Mike Johnson elected the 56th speaker of the House
Longest House leadership conflict of modern times ended the way wars sometimes do, with both sides losing the stomach.
Mike Johnson was elected the 56th speaker of the House of Representatives on Wednesday amidst cheers, standing ovations, and smiles from his Republican colleagues which belied the seething tensions within the party.
It wasn’t so much for what he wasn’t as what he was that the mild-mannered, bespectacled Louisianan prevailed over the three previous Speaker-designates.
The Republican House leadership had rejected its top three officeholders – Kevin McCarthy, Steve Scalise, and Tom Emmer – over the past three weeks.
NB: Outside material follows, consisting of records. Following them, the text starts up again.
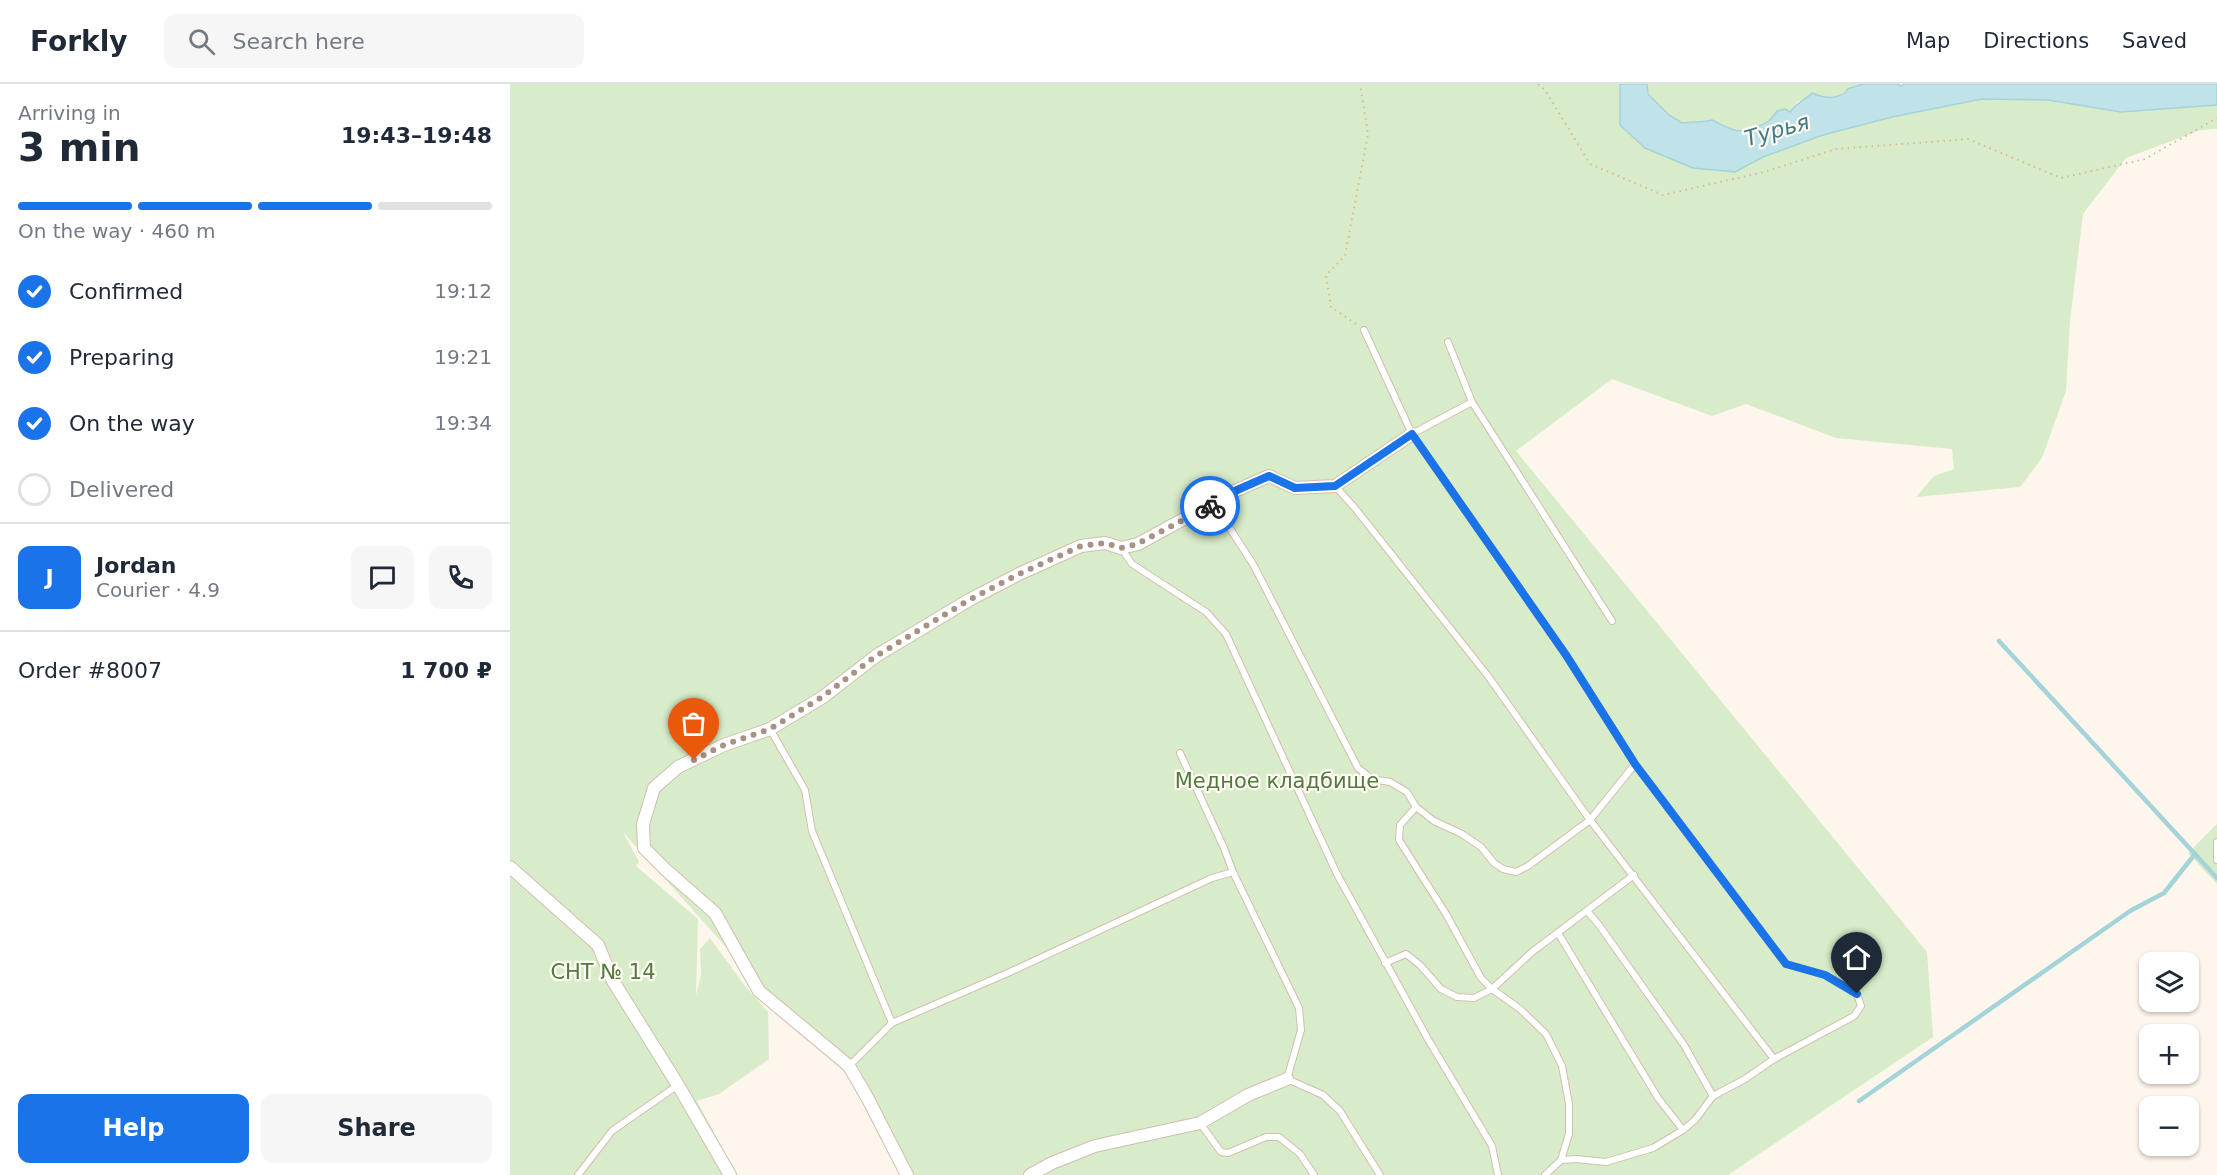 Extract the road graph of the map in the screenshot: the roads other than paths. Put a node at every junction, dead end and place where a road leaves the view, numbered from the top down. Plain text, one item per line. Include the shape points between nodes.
1 (1365, 330) road end
2 (1448, 342) dead end
3 (1472, 402) junction
4 (1412, 434) junction
5 (1335, 486) junction
6 (1214, 504) junction
7 (1121, 548) junction
8 (1612, 621) dead end
9 (770, 729) junction
10 (1180, 753) dead end
11 (1635, 764) junction
12 (1416, 807) junction
13 (1590, 820) junction
14 (2217, 842) edge
15 (2217, 860) edge
16 (510, 867) edge
17 (1233, 872) junction
18 (1634, 875) junction
19 (1587, 911) junction
20 (1558, 933) junction
21 (1385, 963) junction
22 (1492, 989) junction
23 (892, 1023) junction
24 (1774, 1059) junction
25 (849, 1066) junction
26 (1287, 1079) junction
27 (678, 1085) junction
28 (1713, 1096) junction
29 (1200, 1123) junction
30 (1683, 1130) junction
31 (1561, 1160) junction
32 (578, 1175) edge
33 (729, 1175) edge
34 (907, 1175) edge
35 (1030, 1175) edge
36 (1314, 1175) edge
37 (1380, 1175) edge
38 (1498, 1175) edge
39 (1545, 1175) edge

1 - 4 lane
2 - 3 lane
3 - 4 lane
3 - 8 lane
4 - 5 street
4 - 11 lane via 1566,655
5 - 6 street via 1295,488 1269,476
5 - 13 lane via 1488,676
6 - 7 street via 1137,544
6 - 12 lane via 1253,564 1358,768 1372,779 1390,782 1407,792
7 - 9 street via 1106,543 1081,546 1019,574 876,656 822,697
7 - 21 lane via 1132,564 1206,612 1226,634 1337,874
9 - 23 lane via 805,790 812,831
9 - 25 street via 678,767 654,788 643,824 644,848 715,913 759,991
10 - 17 lane
11 - 13 lane
11 - 24 lane via 1786,964 1825,975 1857,994 1861,1006 1854,1016
12 - 13 lane via 1481,847 1503,870 1516,872
12 - 22 lane via 1400,825 1399,840 1481,978
13 - 18 lane
14 - 15 lane
16 - 27 street via 598,945 613,981
17 - 23 lane via 1212,878
17 - 26 lane via 1299,1008 1301,1030
18 - 19 lane
18 - 24 lane
19 - 20 lane
19 - 28 lane via 1684,1045
20 - 22 lane
20 - 30 lane via 1658,1098
21 - 22 lane via 1406,954 1441,989 1457,997 1474,998
21 - 38 lane via 1492,1146
22 - 31 lane via 1546,1034 1562,1066 1569,1104 1569,1134
23 - 25 lane
24 - 28 lane
25 - 34 street
26 - 29 street via 1248,1095
26 - 37 lane via 1323,1095 1340,1111
27 - 32 lane via 612,1131
27 - 33 street
28 - 30 lane
29 - 35 street via 1095,1146
29 - 36 lane via 1221,1152 1228,1153 1266,1137 1279,1137 1300,1154
30 - 31 lane via 1653,1148 1606,1162
31 - 39 lane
The Ohioan wasn’t an ideological bomb-thrower like Jim Jordan, who was beloved by Donald Trump and the party’s populist right but despised by centrists and institutionalists whose legislative work he frequently derailed.
Rather, Mr Johnson, the former chairman of the House’s arch-conservative Republican Study Committee, was trusted by the party’s right wing without the baggage that made him an enemy elsewhere.
While he has taken controversial positions, including supporting a nationwide abortion ban, backing Mr Trump’s efforts to reverse the 2020 election results and fighting against gay marriage rights, he has largely done so quietly.
As an example, Ken Buck had strongly opposed Mr Scalise and Mr Jordan’s refusal to acknowledge Joe Biden’s victory.
On Wednesday, he voted for Johnson, an architect of Mr Trump’s multi-state legal challenge to the 2020 election.